▸ **Dataset entries**:
....

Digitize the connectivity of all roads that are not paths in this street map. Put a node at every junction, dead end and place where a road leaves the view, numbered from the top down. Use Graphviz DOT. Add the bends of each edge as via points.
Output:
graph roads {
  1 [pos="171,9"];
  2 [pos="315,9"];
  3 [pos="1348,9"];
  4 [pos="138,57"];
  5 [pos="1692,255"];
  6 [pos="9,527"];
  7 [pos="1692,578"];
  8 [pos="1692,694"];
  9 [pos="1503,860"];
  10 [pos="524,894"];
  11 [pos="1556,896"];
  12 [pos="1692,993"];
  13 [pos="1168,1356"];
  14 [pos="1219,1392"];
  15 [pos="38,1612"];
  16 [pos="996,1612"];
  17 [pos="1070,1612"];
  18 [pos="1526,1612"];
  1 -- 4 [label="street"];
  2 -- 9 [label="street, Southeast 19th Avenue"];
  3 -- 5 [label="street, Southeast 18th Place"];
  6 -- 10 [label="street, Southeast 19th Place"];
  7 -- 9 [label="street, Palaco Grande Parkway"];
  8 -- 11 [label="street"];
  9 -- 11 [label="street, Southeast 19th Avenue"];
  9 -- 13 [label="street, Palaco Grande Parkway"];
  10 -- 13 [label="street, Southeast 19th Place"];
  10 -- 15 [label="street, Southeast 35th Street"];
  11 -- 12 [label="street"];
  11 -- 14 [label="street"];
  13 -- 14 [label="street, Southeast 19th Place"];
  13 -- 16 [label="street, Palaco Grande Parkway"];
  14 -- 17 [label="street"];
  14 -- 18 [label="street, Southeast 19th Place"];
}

....

▸ **ACTIVITY**:
Each line of the data must be set down again as it is.

▸ **TASK RESULT**:
Digitize the connectivity of all roads that are not paths in this street map. Put a node at every junction, dead end and place where a road leaves the view, numbered from the top down. Use Graphviz DOT. Add the bends of each edge as via points.
Output:
graph roads {
  1 [pos="171,9"];
  2 [pos="315,9"];
  3 [pos="1348,9"];
  4 [pos="138,57"];
  5 [pos="1692,255"];
  6 [pos="9,527"];
  7 [pos="1692,578"];
  8 [pos="1692,694"];
  9 [pos="1503,860"];
  10 [pos="524,894"];
  11 [pos="1556,896"];
  12 [pos="1692,993"];
  13 [pos="1168,1356"];
  14 [pos="1219,1392"];
  15 [pos="38,1612"];
  16 [pos="996,1612"];
  17 [pos="1070,1612"];
  18 [pos="1526,1612"];
  1 -- 4 [label="street"];
  2 -- 9 [label="street, Southeast 19th Avenue"];
  3 -- 5 [label="street, Southeast 18th Place"];
  6 -- 10 [label="street, Southeast 19th Place"];
  7 -- 9 [label="street, Palaco Grande Parkway"];
  8 -- 11 [label="street"];
  9 -- 11 [label="street, Southeast 19th Avenue"];
  9 -- 13 [label="street, Palaco Grande Parkway"];
  10 -- 13 [label="street, Southeast 19th Place"];
  10 -- 15 [label="street, Southeast 35th Street"];
  11 -- 12 [label="street"];
  11 -- 14 [label="street"];
  13 -- 14 [label="street, Southeast 19th Place"];
  13 -- 16 [label="street, Palaco Grande Parkway"];
  14 -- 17 [label="street"];
  14 -- 18 [label="street, Southeast 19th Place"];
}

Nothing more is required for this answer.